◆ **EXERCISE**
All of the data that follows is to be written out exactly, with images excluded.

(Stored items)

#####

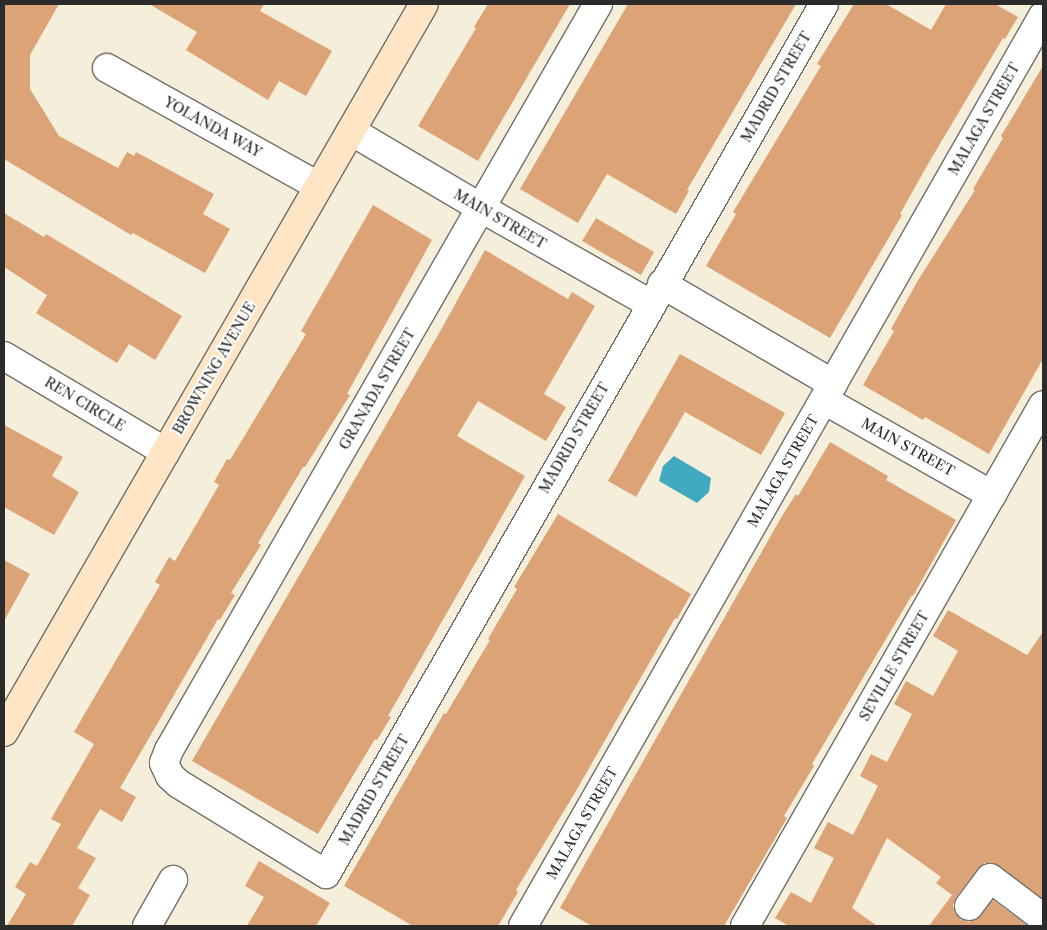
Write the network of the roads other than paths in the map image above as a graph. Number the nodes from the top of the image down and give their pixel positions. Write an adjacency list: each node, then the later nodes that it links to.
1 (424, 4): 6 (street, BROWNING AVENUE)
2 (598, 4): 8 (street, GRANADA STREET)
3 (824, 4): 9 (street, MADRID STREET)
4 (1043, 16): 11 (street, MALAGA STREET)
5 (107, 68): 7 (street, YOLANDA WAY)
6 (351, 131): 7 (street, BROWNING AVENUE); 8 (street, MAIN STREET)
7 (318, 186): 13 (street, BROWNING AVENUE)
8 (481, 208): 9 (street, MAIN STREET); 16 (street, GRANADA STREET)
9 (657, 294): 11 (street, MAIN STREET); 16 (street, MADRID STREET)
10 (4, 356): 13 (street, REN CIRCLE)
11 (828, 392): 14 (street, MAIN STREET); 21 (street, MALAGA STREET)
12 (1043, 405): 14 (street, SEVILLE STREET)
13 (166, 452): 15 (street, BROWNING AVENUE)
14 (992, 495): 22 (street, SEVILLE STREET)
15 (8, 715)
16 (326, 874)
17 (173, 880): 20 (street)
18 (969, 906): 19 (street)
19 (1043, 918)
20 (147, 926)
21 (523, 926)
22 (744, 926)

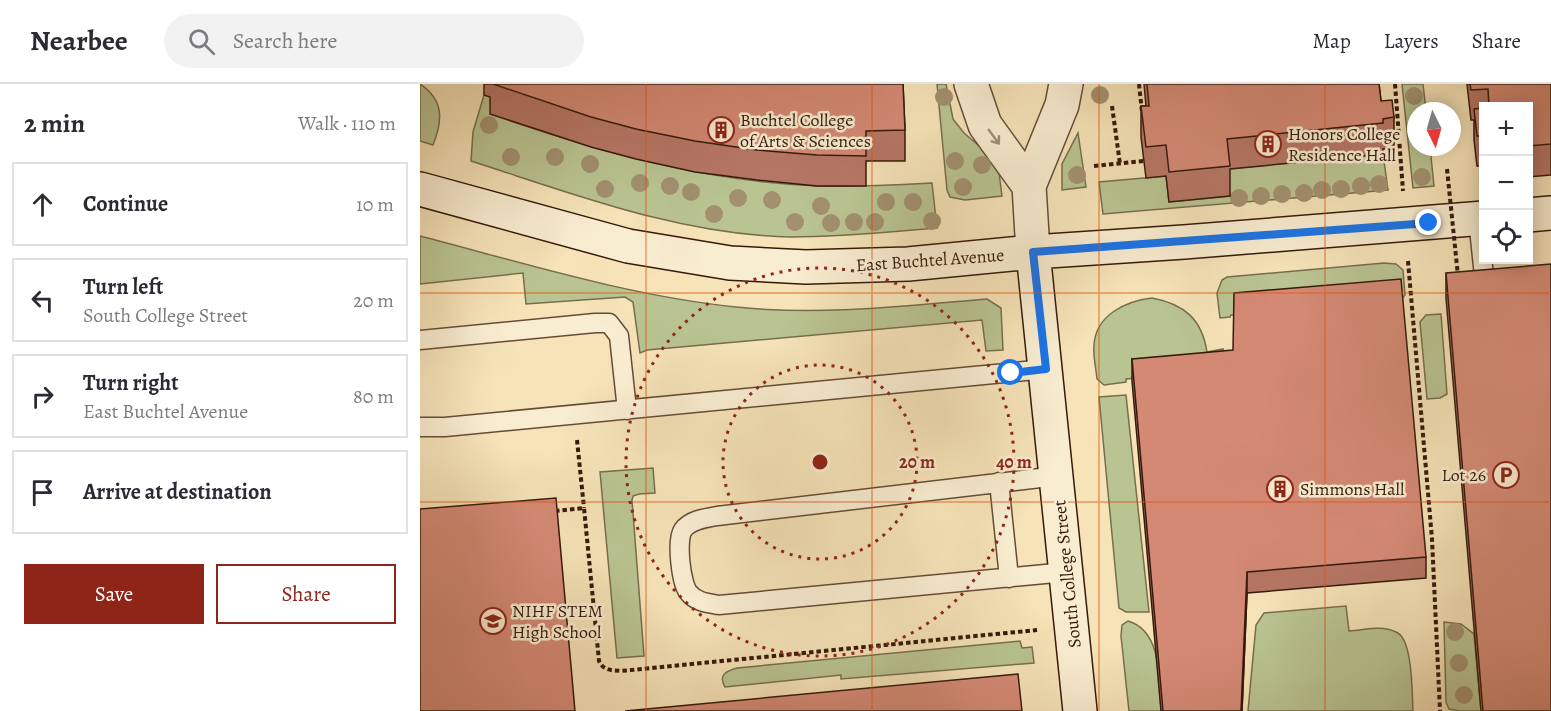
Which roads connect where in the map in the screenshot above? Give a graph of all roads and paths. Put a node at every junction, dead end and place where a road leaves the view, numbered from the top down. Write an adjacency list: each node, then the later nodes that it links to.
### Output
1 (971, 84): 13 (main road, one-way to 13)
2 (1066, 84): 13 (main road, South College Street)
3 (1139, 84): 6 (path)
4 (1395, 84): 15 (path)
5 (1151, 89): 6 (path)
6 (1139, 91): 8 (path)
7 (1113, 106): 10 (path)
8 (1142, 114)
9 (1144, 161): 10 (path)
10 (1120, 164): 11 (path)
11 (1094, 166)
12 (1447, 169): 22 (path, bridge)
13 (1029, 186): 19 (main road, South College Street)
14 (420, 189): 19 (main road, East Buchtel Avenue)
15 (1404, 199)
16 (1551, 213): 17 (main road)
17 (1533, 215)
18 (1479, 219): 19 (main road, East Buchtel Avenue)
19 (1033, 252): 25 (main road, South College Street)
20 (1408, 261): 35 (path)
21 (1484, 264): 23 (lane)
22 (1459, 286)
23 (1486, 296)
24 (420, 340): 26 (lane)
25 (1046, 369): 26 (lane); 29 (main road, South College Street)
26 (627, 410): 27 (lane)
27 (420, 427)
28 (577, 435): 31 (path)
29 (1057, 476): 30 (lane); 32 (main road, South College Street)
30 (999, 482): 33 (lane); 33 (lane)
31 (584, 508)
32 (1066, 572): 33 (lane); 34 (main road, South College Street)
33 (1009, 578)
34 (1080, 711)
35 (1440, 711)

#####

◆ **TASK RESULT**
Write the network of the roads other than paths in the map image above as a graph. Number the nodes from the top of the image down and give their pixel positions. Write an adjacency list: each node, then the later nodes that it links to.
1 (424, 4): 6 (street, BROWNING AVENUE)
2 (598, 4): 8 (street, GRANADA STREET)
3 (824, 4): 9 (street, MADRID STREET)
4 (1043, 16): 11 (street, MALAGA STREET)
5 (107, 68): 7 (street, YOLANDA WAY)
6 (351, 131): 7 (street, BROWNING AVENUE); 8 (street, MAIN STREET)
7 (318, 186): 13 (street, BROWNING AVENUE)
8 (481, 208): 9 (street, MAIN STREET); 16 (street, GRANADA STREET)
9 (657, 294): 11 (street, MAIN STREET); 16 (street, MADRID STREET)
10 (4, 356): 13 (street, REN CIRCLE)
11 (828, 392): 14 (street, MAIN STREET); 21 (street, MALAGA STREET)
12 (1043, 405): 14 (street, SEVILLE STREET)
13 (166, 452): 15 (street, BROWNING AVENUE)
14 (992, 495): 22 (street, SEVILLE STREET)
15 (8, 715)
16 (326, 874)
17 (173, 880): 20 (street)
18 (969, 906): 19 (street)
19 (1043, 918)
20 (147, 926)
21 (523, 926)
22 (744, 926)

Which roads connect where in the map in the screenshot above? Give a graph of all roads and paths. Put a node at every junction, dead end and place where a road leaves the view, numbered from the top down. Write an adjacency list: each node, then the later nodes that it links to.
### Output
1 (971, 84): 13 (main road, one-way to 13)
2 (1066, 84): 13 (main road, South College Street)
3 (1139, 84): 6 (path)
4 (1395, 84): 15 (path)
5 (1151, 89): 6 (path)
6 (1139, 91): 8 (path)
7 (1113, 106): 10 (path)
8 (1142, 114)
9 (1144, 161): 10 (path)
10 (1120, 164): 11 (path)
11 (1094, 166)
12 (1447, 169): 22 (path, bridge)
13 (1029, 186): 19 (main road, South College Street)
14 (420, 189): 19 (main road, East Buchtel Avenue)
15 (1404, 199)
16 (1551, 213): 17 (main road)
17 (1533, 215)
18 (1479, 219): 19 (main road, East Buchtel Avenue)
19 (1033, 252): 25 (main road, South College Street)
20 (1408, 261): 35 (path)
21 (1484, 264): 23 (lane)
22 (1459, 286)
23 (1486, 296)
24 (420, 340): 26 (lane)
25 (1046, 369): 26 (lane); 29 (main road, South College Street)
26 (627, 410): 27 (lane)
27 (420, 427)
28 (577, 435): 31 (path)
29 (1057, 476): 30 (lane); 32 (main road, South College Street)
30 (999, 482): 33 (lane); 33 (lane)
31 (584, 508)
32 (1066, 572): 33 (lane); 34 (main road, South College Street)
33 (1009, 578)
34 (1080, 711)
35 (1440, 711)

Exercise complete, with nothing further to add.